In addition to cataloging species, the expedition's 16 scientists checked the water quality of seemingly pristine streams. For the most part, the purity was high — but Larsen said some samples contained mercury above safe levels for human consumption, even though there were no mining operations upstream.
"The mercury is probably blowing in from mining and industrial activities in neighboring countries," he said. "This demonstrates that even remote areas are interconnected and susceptible to activity in other countries."

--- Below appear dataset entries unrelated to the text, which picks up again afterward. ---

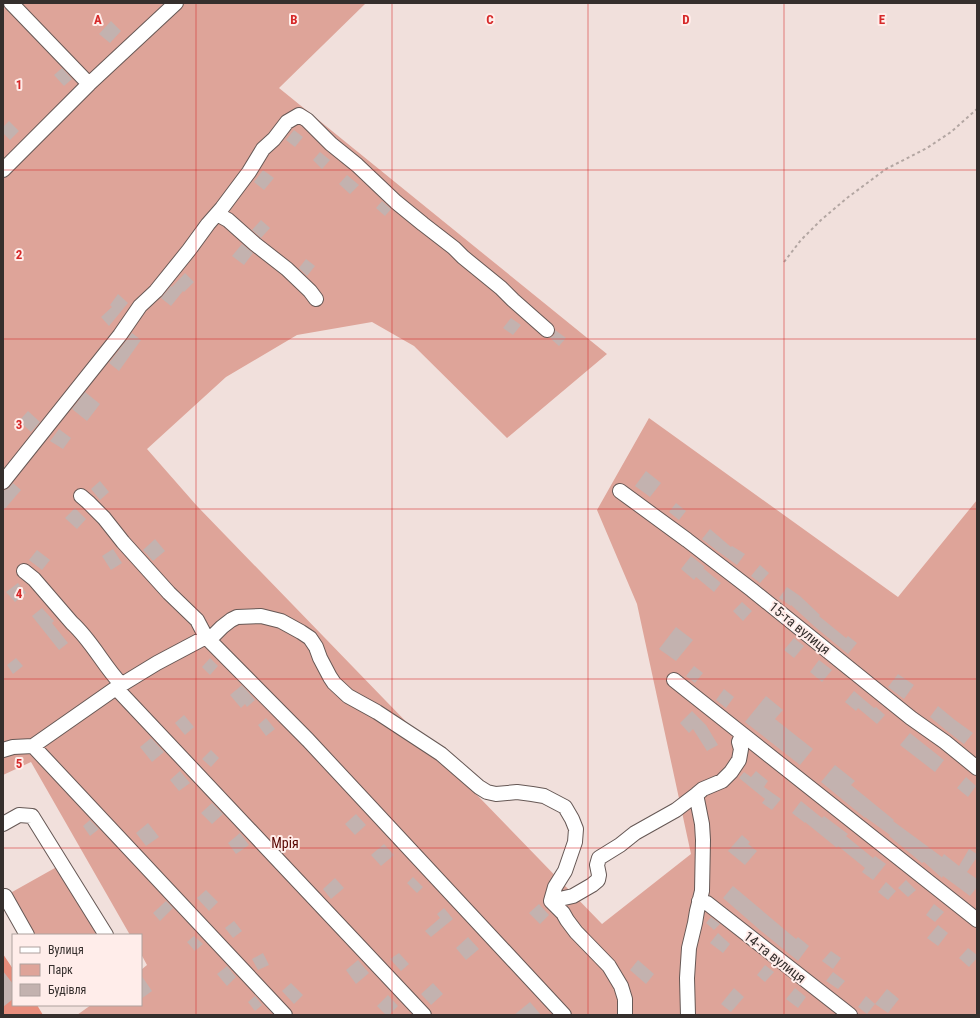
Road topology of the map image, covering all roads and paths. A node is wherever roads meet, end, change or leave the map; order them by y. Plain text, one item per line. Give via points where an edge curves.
1 (11, 3) edge
2 (176, 3) edge
3 (89, 84) junction
4 (977, 109) edge
5 (3, 170) edge
6 (217, 214) junction
7 (784, 262) dead end
8 (316, 299) dead end
9 (547, 330) dead end
10 (3, 482) edge
11 (620, 491) dead end
12 (81, 496) dead end
13 (24, 571) dead end
14 (206, 637) junction
15 (674, 680) dead end
16 (118, 686) junction
17 (742, 735) junction
18 (33, 746) junction
19 (3, 750) edge
20 (977, 768) edge
21 (697, 794) junction
22 (3, 824) edge
23 (5, 896) dead end
24 (551, 901) junction
25 (699, 901) junction
26 (977, 920) edge
27 (26, 934) edge
28 (105, 934) edge
29 (285, 1015) edge
30 (424, 1015) edge
31 (564, 1015) edge
32 (625, 1015) edge
33 (688, 1015) edge
34 (850, 1015) edge

1 - 3 street
2 - 3 street
3 - 5 street
4 - 7 path via 928,148 886,169 847,198 806,235
6 - 8 street via 228,220 287,270
6 - 9 street via 263,149 287,122 299,115 396,202 454,248
6 - 10 street via 156,291 140,306 120,335
11 - 20 street, 15-та вулиця via 746,585
12 - 14 street via 104,518 169,593 197,620
13 - 16 street via 89,640
14 - 16 street
14 - 24 street via 214,635 237,617 261,616 281,621 310,638 330,677 348,696 378,712 441,754 479,787 496,794 517,792 544,796 565,807 576,829 575,842
14 - 31 street via 308,740
15 - 17 street
16 - 18 street
16 - 30 street
17 - 21 street via 739,742 739,760 731,772 722,781
17 - 26 street
18 - 19 street
18 - 29 street
21 - 24 street via 599,858 598,880 592,885 573,896
21 - 25 street via 703,840 702,890
22 - 28 street via 20,815 32,816
23 - 27 street
24 - 32 street via 609,966 625,998
25 - 33 street via 689,948
25 - 34 street, 14-та вулиця via 706,903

Water quality is crucial, because southeastern Suriname is home to the headwaters of some of the country's largest rivers. Those river ecosystems provide drinking water as well as food and transportation routes for about 50,000 people in the surrounding areas. The scientists say the region is likely to become even more important in the decades to come, because it's thought to be more resilient to the effects of climate change than other regions of Suriname.
Logistical challenges The trip wasn't without its logistical challenges: Two tons of equipment and supplies had to be ferried by boat through dangerous rapids to the scientists' camp sites. More than two dozen men from the remote region delivered the goods and served as guides. The scientists themselves were flown in to the first camp site by helicopter.
The scientists had to cope with a helicopter's mechanical difficulties as well as flooding that forced them to abandon one of their camps. Despite the setbacks, Conservation International Suriname's executive director, John Goedschalk, said the region was a green jewel to be treasured.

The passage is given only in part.